So, my understanding of ASI is that it’s supposed to mean “A system that is vastly more capable than the best humans at essentially all important cognitive tasks.” Currently, AI’s are indeed more capable, possibly even vastly more capable, than humans at a bunch of tasks, but they are not more capable at all important cognitive tasks. If they were, they could easily do my job, which they currently cannot.
Two terms I use in my own head, that largely correlate with my understanding of what people meant by the old AGI/ASI:
“Drop in remote worker”—A system with the capabilities to automate a large chunk of remote workers (I’ve used 50% before, but even 10% would be enough to change a lot) by doing the job of that worker with similar oversight and context as a human contractor. In this definition, the model likely gets a lot of help to set up, but then can work autonomously. E.g. if Claude Opus 4.5 could do this, but couldn’t have built Claude Code for itself, that’s fine.
This AI is sufficient to cause severe economic disruption and likely to advance AI R&D considerably.

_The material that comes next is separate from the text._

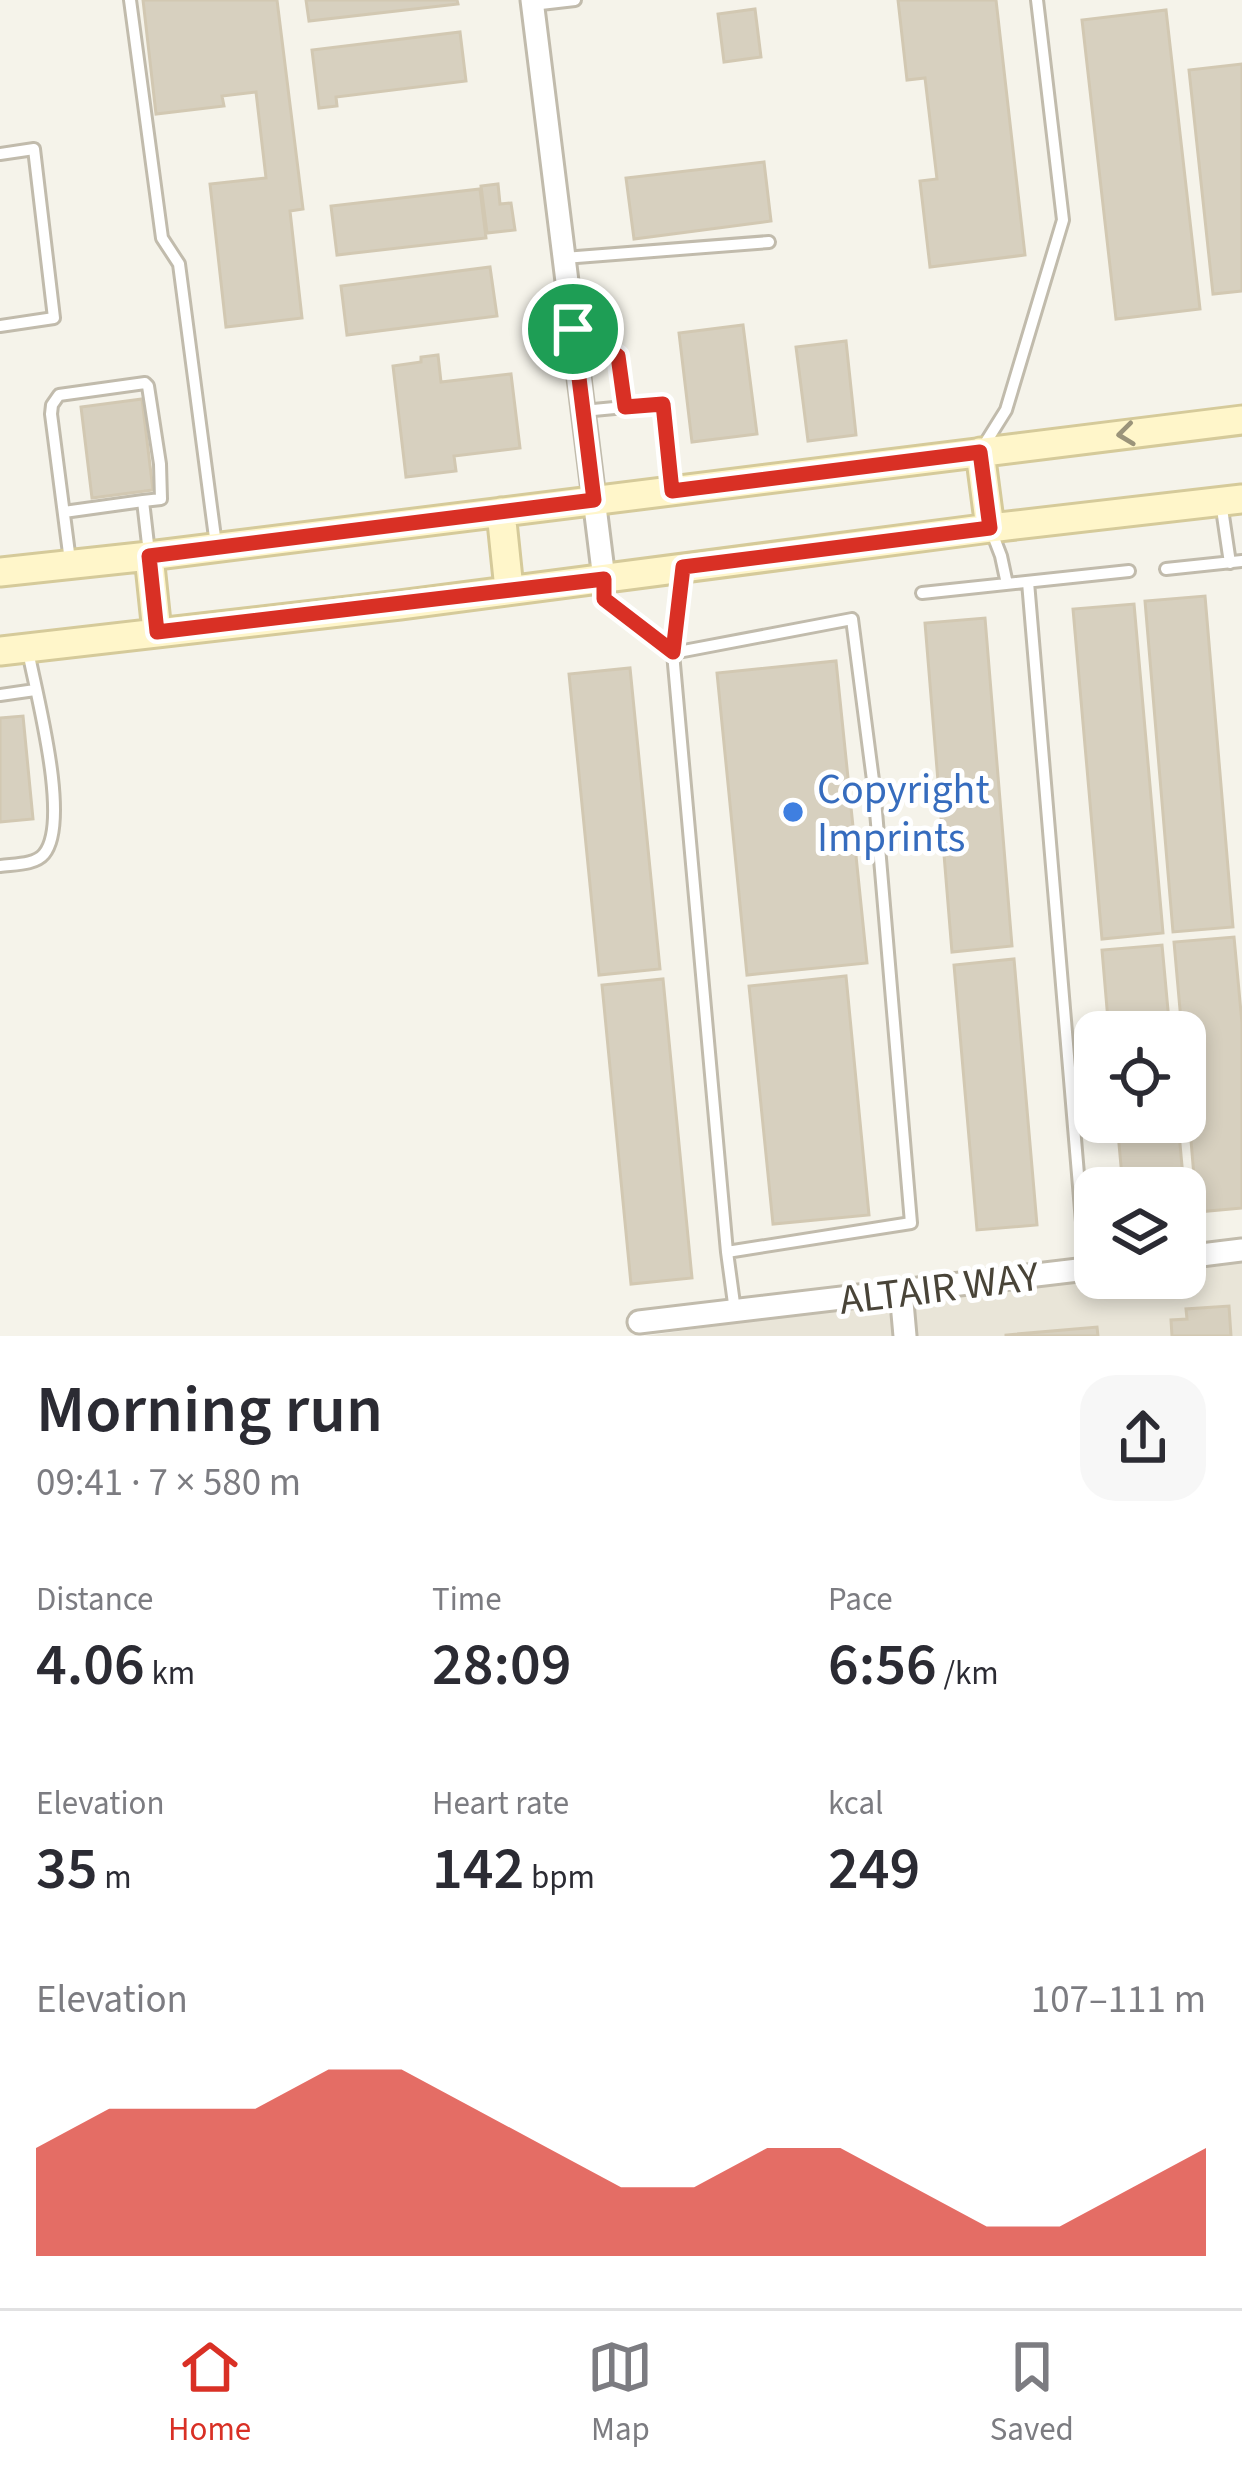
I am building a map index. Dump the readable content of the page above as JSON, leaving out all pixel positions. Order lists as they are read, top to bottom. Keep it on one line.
{"streets":{"street":["ALTAIR WAY"]},"places":["Copyright Imprints"],"page":{"heading":["Morning run","09:41 · 7 × 580 m"],"stats":[["Distance","4.06 km"],["Time","28:09"],["Pace","6:56 /km"],["Elevation","35 m"],["Heart rate","142 bpm"],["kcal","249"]],"chart":["Elevation","107–111 m"],"tabs":["Home","Map","Saved"]}}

“Minimum viable extinction”—A system with the capabilities to destroy all humanity, if it desires to. (The system is not itself required to survive this) This is when we get to the point of sufficiently bad alignment failures not giving us a second try. Unfortunately, this one is quite hard to measure, especially if the AI itself doesn’t want to be measured.
I think this one sounds like it describes a single level of capability, but quietly assumes a that the capabilities of “a remote worker” are basically static compared to the speed of capabilities growth. A late-2025 LLM with the default late-2025 LLM agent scaffold provided by the org releasing that model (e.g. chatgpt.com for openai) would have been able to do many of the jobs posted in 2022 to Upwork. But these days, before posting a job to Upwork, most people will at least try running their request by ChatGPT to see if it can one-shot it, and so those exact jobs no longer exist. The jobs which still exist are those which require some capabilities that are not available to anyone with a browser and $20 to their name.
This is a fine assumption if you expect AI capabilities to go from “worse than humans at almost everything” to “better than humans at almost everything” in short order, much much faster than the ability of “legacy” organizations to adapt to them. I think that worldview is pretty well summarized by the graph from the waitbutwhy AI article:
But if the time period isn’t short, we may instead see that “drop-in remote worker” is a moving target in the same way “AGI” is, and so me may get AI with scary capabilities we care about without getting a clear indication like “you can now hire a drop-in AI worker that is actually capable of all the things you would hire ahuman to do”.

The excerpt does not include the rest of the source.